● TASK PROMPT
Spot each line in the data below containing "graph" and copy it.

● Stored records
○ ○ ○
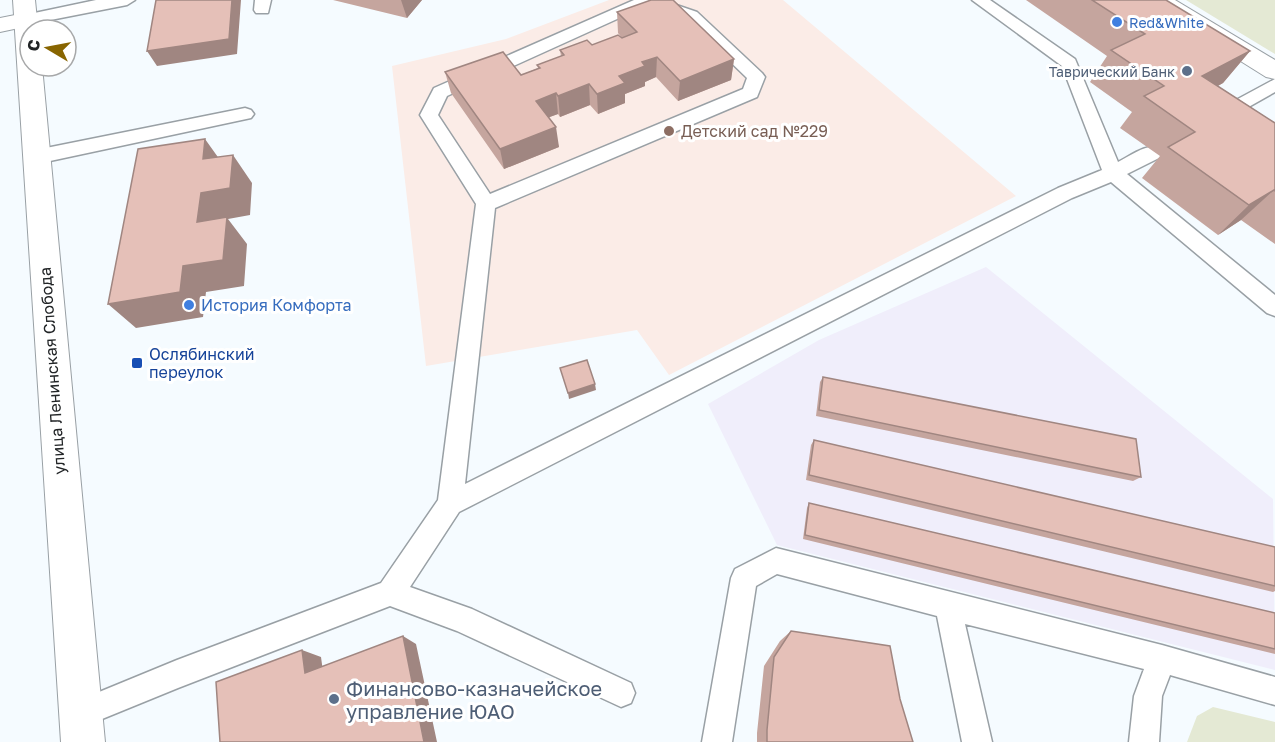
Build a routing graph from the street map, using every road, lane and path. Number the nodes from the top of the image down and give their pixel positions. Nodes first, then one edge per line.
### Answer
1 (128, 0) edge
2 (647, 0) edge
3 (980, 0) edge
4 (1159, 0) edge
5 (25, 10) edge
6 (0, 25) edge
7 (1275, 71) edge
8 (1275, 85) edge
9 (245, 114) dead end
10 (1203, 126) edge
11 (1154, 152) dead end
12 (36, 157) junction
13 (1113, 173) junction
14 (486, 204) junction
15 (1275, 307) edge
16 (450, 504) junction
17 (390, 593) junction
18 (948, 606) junction
19 (1162, 659) junction
20 (1275, 691) edge
21 (621, 693) dead end
22 (81, 728) edge
23 (717, 742) edge
24 (977, 742) edge
25 (1143, 742) edge

1 - 5 lane
2 - 14 lane
2 - 14 lane
3 - 13 lane
4 - 7 street
5 - 6 street
5 - 12 street, улица Ленинская Слобода
8 - 10 lane
9 - 12 lane
11 - 13 lane
12 - 22 street, улица Ленинская Слобода
13 - 15 lane
13 - 16 lane
14 - 16 lane
16 - 17 lane
17 - 21 lane
17 - 22 lane
18 - 19 lane
18 - 23 lane
18 - 24 lane
19 - 20 lane
19 - 25 lane

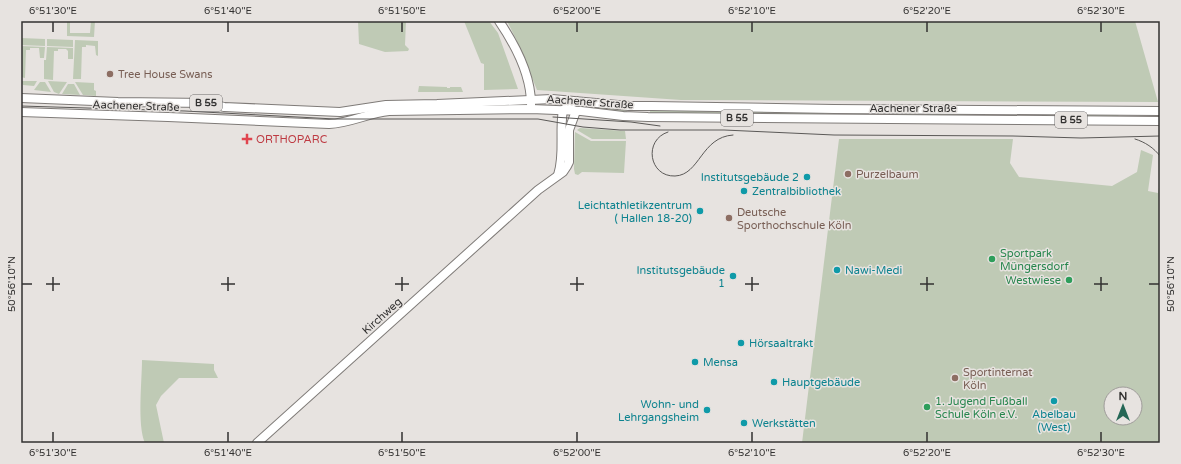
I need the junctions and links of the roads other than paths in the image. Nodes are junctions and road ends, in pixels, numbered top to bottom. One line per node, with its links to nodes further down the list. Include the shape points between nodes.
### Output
1 (499, 21): 4 (main road, via 523,67)
2 (21, 98): 6 (main road, Aachener Straße / B 55)
3 (552, 99): 4 (main road, Aachener Straße / B 55); 5 (main road, Aachener Straße / B 55); 8 (main road, Kirchweg)
4 (531, 100): 6 (main road, Aachener Straße / B 55, via 386,105 350,112 224,107 208,103); 7 (main road)
5 (576, 101): 8 (main road); 10 (main road, Aachener Straße / B 55, via 629,106)
6 (174, 102): 12 (main road, via 176,111)
7 (531, 109): 8 (main road, Aachener Straße / B 55); 12 (main road, Aachener Straße / B 55, via 389,111 349,122 329,124)
8 (562, 110): 9 (main road, Aachener Straße / B 55); 14 (main road, Kirchweg); 15 (main road, via 562,150)
9 (576, 111): 13 (main road, Aachener Straße / B 55, via 648,117); 14 (main road, Kirchweg)
10 (1160, 111)
11 (21, 112): 12 (main road, Aachener Straße / B 55)
12 (168, 117)
13 (1160, 121)
14 (569, 130): 15 (main road, Kirchweg, via 569,162 565,170)
15 (558, 175): 16 (main road, Kirchweg, via 538,190)
16 (258, 443)

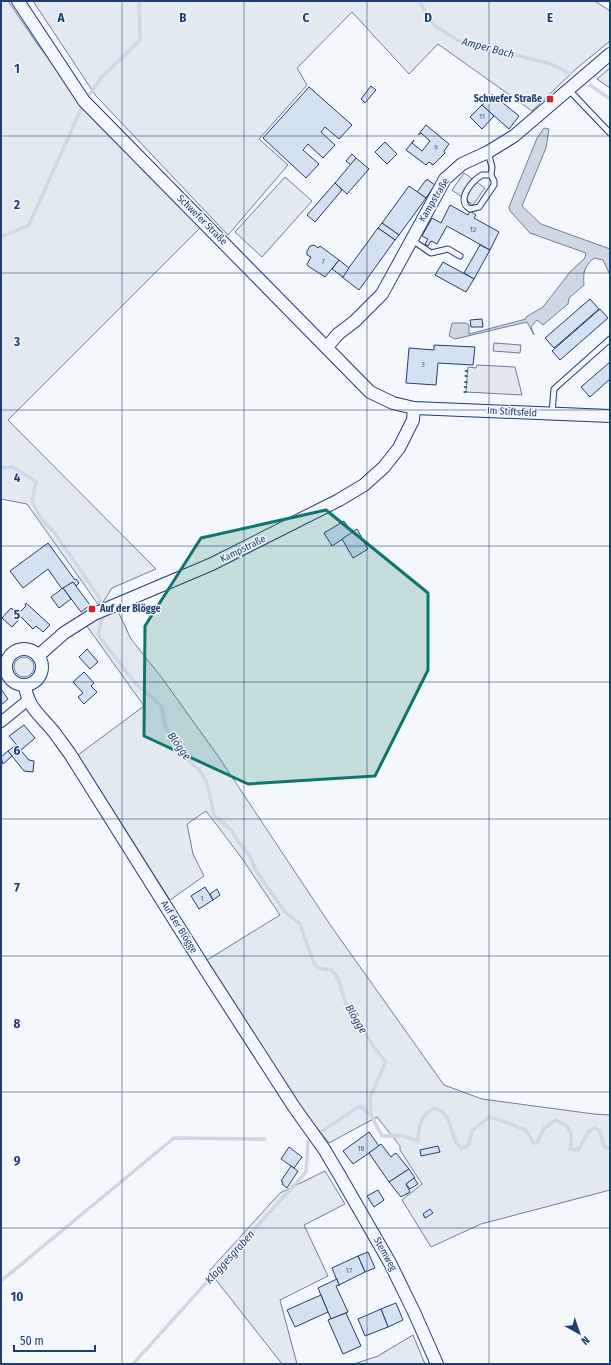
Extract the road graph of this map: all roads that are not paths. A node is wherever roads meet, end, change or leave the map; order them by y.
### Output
1 (18, 1) edge
2 (610, 54) edge
3 (569, 90) junction
4 (610, 133) edge
5 (488, 152) junction
6 (491, 175) junction
7 (411, 239) junction
8 (460, 256) dead end
9 (610, 339) edge
10 (327, 347) junction
11 (414, 408) junction
12 (552, 414) junction
13 (610, 416) edge
14 (6, 654) edge
15 (38, 656) junction
16 (3, 666) edge
17 (26, 685) junction
18 (28, 700) junction
19 (1, 722) edge
20 (324, 1149) joint
21 (437, 1364) edge

1 - 10 street, Schwefer Straße
2 - 3 street, Kampstraße
3 - 4 lane
3 - 5 street, Kampstraße
5 - 6 lane
5 - 7 street, Kampstraße
6 - 6 lane
7 - 8 lane
7 - 10 street, Kampstraße
9 - 12 lane
10 - 11 street, Schwefer Straße
11 - 12 street, Im Stiftsfeld
11 - 15 street, Kampstraße
12 - 13 street, Im Stiftsfeld
14 - 15 street
14 - 16 street
15 - 17 street
16 - 17 street
17 - 18 street, Auf der Blögge
18 - 19 street
18 - 20 street, Auf der Blögge
20 - 21 street, Stemweg

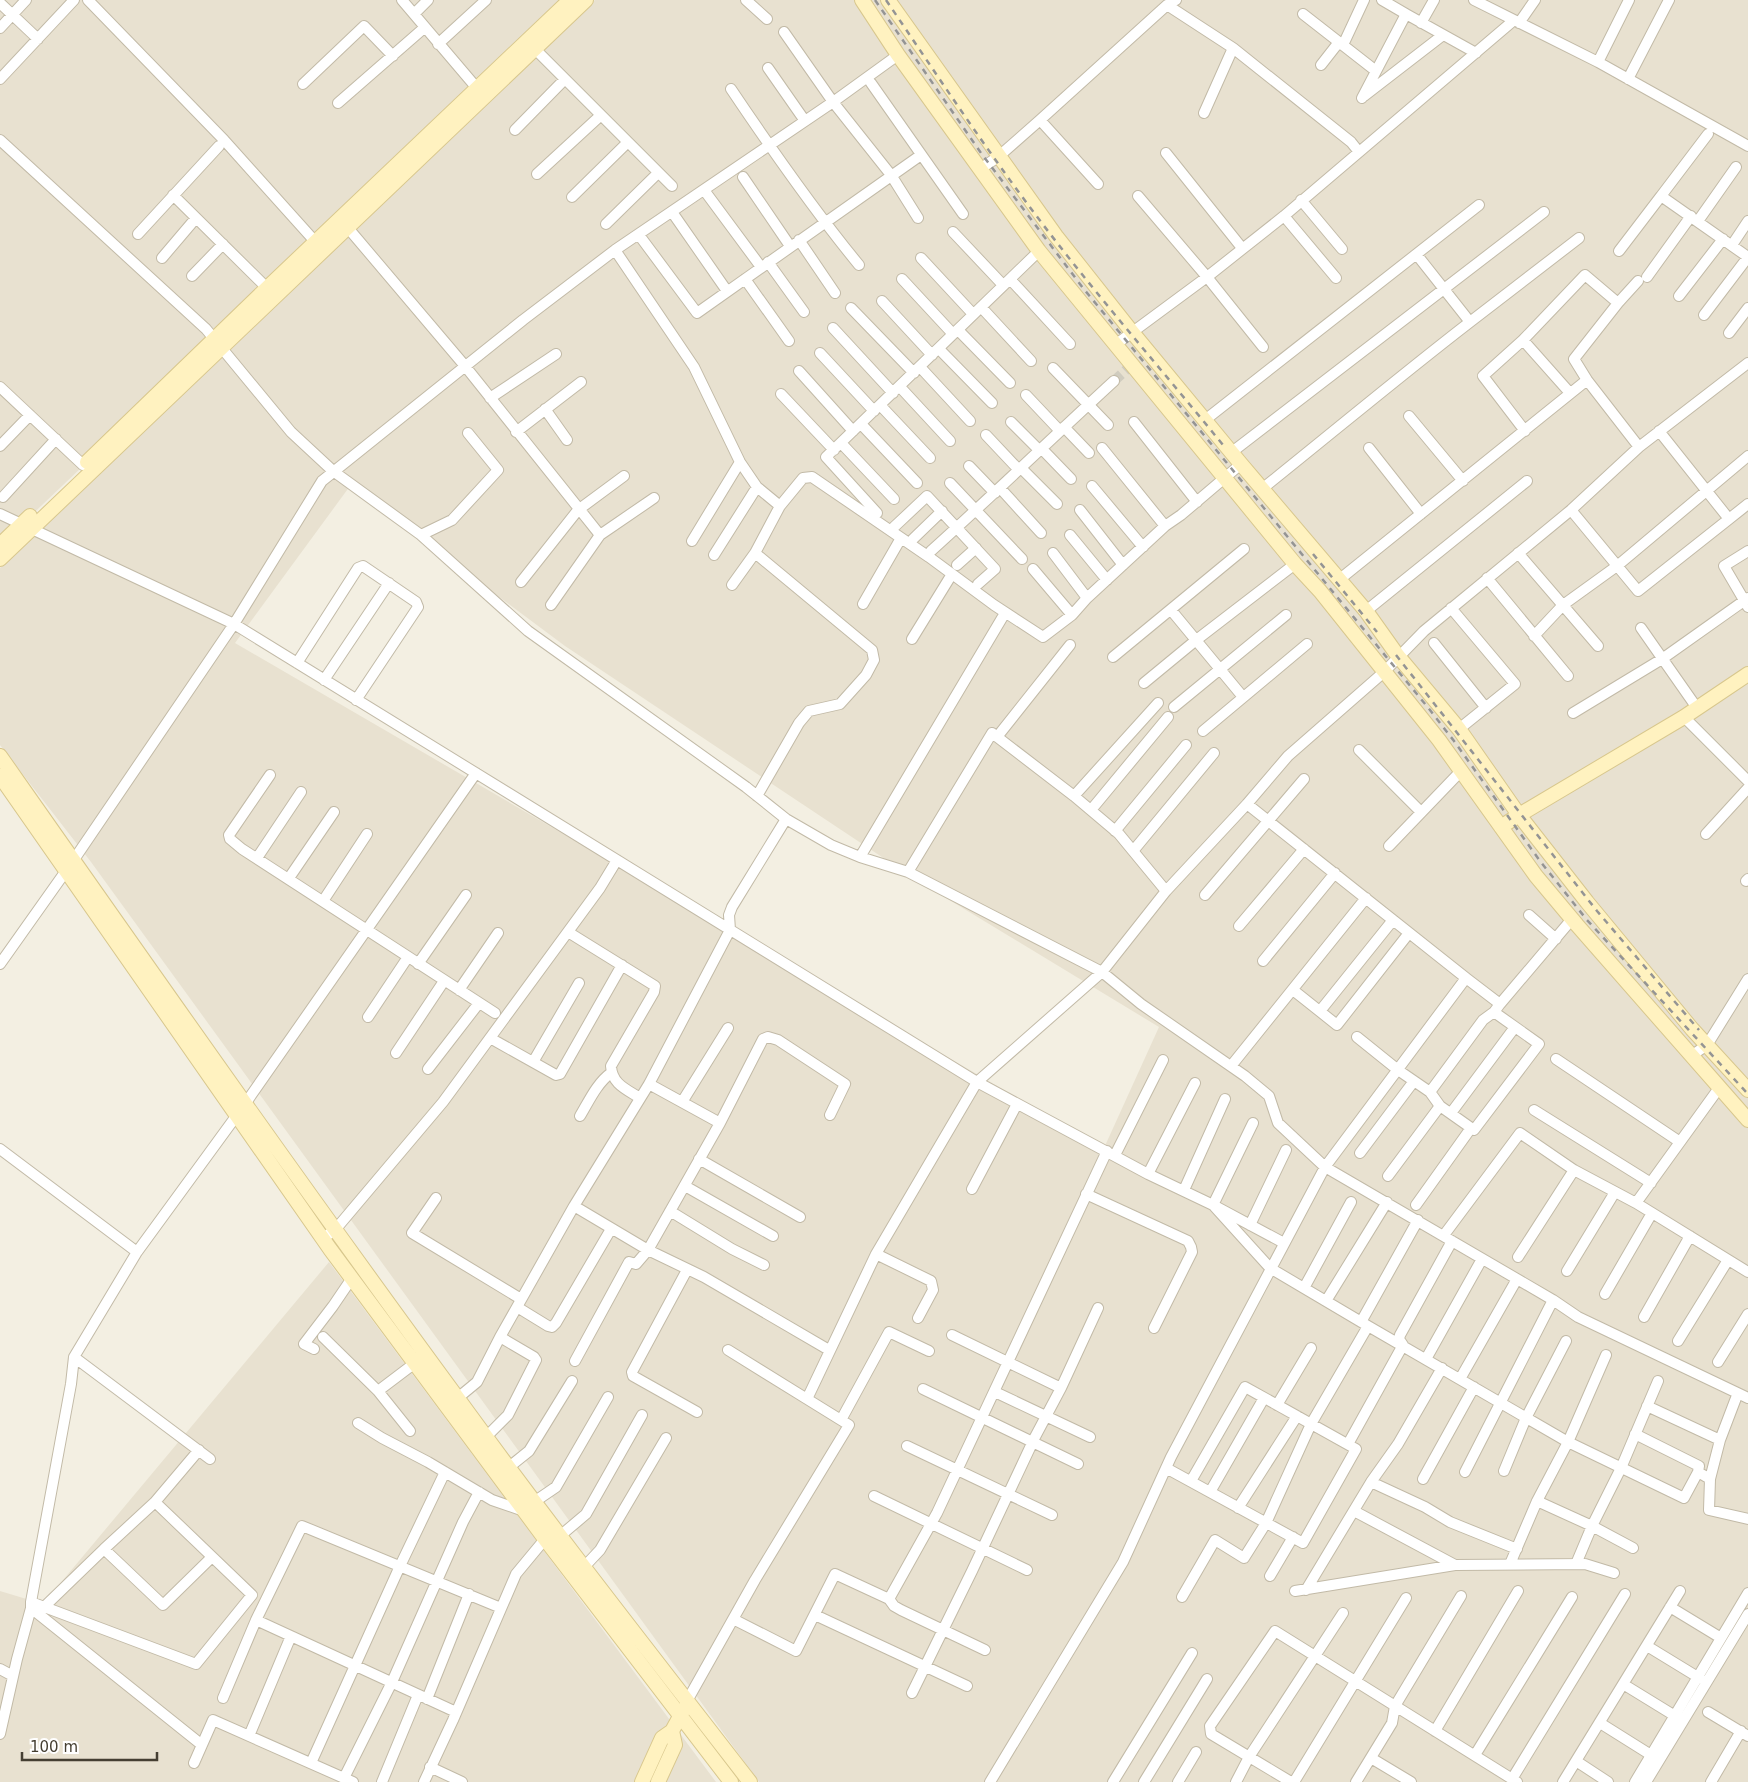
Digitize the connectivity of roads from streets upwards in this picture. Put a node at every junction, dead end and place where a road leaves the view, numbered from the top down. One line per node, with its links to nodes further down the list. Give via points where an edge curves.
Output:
○ ○ ○
● EXERCISE ANSWER
Build a routing graph from the street map, using every road, lane and path. Number the nodes from the top of the image down and give their pixel positions. Nodes first, then one edge per line.
Extract the road graph of this map: all roads that are not paths. A node is wherever roads meet, end, change or leave the map; order them by y.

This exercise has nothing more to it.